La nature a horreur du vide, et le vide a été comblé par des courants, heureusement encore minoritaires. J'ai bien conscience que ceux-ci ne sont pas la simple expression d'une colère, mais qu'il s'agit d'un courant de pensée politique. Ce n'est pas un hasard si j'ai considéré que le combat que nous menons est un combat politique, car deux blocs s'affrontent. Le premier est ambitieux, c'est le bloc universaliste. Cela peut sembler un cliché, mais l'universalisme, c'est expliquer qu'il ne faut pas être blanc pour défendre les Blancs, noir pour défendre les Noirs, qu'il n'y a pas de races, et que nous sommes tous ensemble.
Par cet exemple, je vous ai montré comment « déringardiser » des concepts. Je suis d'accord que nous avons là un problème. Je vous ai dit tout à l'heure que nous étions « plus convaincants que séduisants ». Encore faut-il aller vers celui qu'on cherche à séduire ou à convaincre ! On peut réfléchir des années à des concepts en cherchant à se rendre moins « ringard », mais si on ne va pas au combat, on ne change rien. Le problème n'est pas que nous ayons baissé les bras, mais que nous ayons laissé la place. Certains me disaient que nous avons une génération de perdue, et qu'il faudra quinze ans avant de pouvoir reformer une génération d'enfants avec des notions républicaines. Il faut donc combler ce vide.

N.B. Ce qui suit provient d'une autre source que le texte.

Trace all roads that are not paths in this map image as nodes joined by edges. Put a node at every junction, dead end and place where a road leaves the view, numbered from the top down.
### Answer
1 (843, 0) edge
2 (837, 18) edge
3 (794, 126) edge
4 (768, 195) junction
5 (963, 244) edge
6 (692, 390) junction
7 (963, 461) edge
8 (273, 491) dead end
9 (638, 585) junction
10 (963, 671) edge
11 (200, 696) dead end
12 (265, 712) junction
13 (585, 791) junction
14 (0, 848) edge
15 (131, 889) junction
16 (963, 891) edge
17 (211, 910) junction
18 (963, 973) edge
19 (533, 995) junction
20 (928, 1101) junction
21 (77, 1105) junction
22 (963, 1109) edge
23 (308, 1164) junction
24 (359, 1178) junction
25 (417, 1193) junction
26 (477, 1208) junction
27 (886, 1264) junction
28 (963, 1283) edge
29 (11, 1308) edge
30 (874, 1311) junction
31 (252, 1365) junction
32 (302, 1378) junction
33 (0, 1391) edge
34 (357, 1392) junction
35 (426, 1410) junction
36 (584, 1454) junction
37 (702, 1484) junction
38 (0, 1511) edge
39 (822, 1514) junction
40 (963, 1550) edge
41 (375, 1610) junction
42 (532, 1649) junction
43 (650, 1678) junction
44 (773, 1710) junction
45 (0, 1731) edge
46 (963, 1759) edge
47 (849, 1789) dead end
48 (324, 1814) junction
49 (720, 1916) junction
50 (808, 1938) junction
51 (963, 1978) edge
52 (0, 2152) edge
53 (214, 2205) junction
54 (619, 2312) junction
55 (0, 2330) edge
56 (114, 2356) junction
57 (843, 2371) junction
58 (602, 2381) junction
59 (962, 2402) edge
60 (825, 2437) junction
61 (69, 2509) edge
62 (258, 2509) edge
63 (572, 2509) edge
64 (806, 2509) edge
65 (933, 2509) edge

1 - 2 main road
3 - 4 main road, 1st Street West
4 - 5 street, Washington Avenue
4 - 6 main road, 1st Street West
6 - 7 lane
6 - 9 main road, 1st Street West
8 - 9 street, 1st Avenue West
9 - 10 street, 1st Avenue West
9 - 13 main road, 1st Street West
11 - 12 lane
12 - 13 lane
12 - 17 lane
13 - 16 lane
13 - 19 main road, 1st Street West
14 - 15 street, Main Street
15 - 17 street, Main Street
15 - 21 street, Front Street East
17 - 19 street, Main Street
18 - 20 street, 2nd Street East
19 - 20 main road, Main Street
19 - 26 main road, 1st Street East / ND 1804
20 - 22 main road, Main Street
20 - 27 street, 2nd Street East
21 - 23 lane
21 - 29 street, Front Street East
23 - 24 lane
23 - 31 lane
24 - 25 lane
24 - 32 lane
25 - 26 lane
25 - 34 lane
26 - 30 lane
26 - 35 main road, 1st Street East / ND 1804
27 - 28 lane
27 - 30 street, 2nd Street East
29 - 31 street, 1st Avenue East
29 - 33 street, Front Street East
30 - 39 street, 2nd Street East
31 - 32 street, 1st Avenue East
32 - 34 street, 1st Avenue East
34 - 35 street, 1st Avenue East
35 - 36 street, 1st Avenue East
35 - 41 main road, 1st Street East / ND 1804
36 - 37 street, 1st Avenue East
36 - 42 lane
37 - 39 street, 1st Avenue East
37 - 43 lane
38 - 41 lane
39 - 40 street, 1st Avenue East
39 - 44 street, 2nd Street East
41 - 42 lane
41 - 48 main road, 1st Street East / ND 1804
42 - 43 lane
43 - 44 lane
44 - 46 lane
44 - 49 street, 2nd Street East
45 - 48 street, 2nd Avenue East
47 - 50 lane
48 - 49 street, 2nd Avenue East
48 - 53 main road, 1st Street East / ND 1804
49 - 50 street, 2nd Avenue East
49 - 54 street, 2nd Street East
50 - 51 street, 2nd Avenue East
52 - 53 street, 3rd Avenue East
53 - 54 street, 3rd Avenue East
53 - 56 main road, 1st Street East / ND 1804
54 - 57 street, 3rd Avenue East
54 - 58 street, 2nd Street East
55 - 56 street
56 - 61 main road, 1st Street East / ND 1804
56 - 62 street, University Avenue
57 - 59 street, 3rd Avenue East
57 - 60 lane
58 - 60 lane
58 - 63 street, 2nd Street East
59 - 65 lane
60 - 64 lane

Par ailleurs, il faut de la diversité dès le plus jeune âge, à l'école : c'est-à-dire un enfant handicapé, à côté d'un enfant valide, un enfant noir, à côté d'un enfant blanc. Notre mission a peut-être échoué, mais le Ku Klux Klan n'a pas le droit de défiler à Paris en hurlant « mort aux Noirs ». Notre corpus républicain est ébranlé, mais nous n'en sommes pas à une situation comparable à celle des États-Unis, et heureusement. Je ne sais pas si notre mission a échoué, mais je sais que notre corpus est remis en cause.
Je sais que le travail de reconquête durera de dix à quinze ans. Il n'y a pas plus « ringard » qu'une association antiraciste. Ou nous changeons de logiciel, ou nous continuons à dénoncer et à faire de la morale. Il y a une certaine jouissance à gagner des procès, mais nous n'aurons rien conquis.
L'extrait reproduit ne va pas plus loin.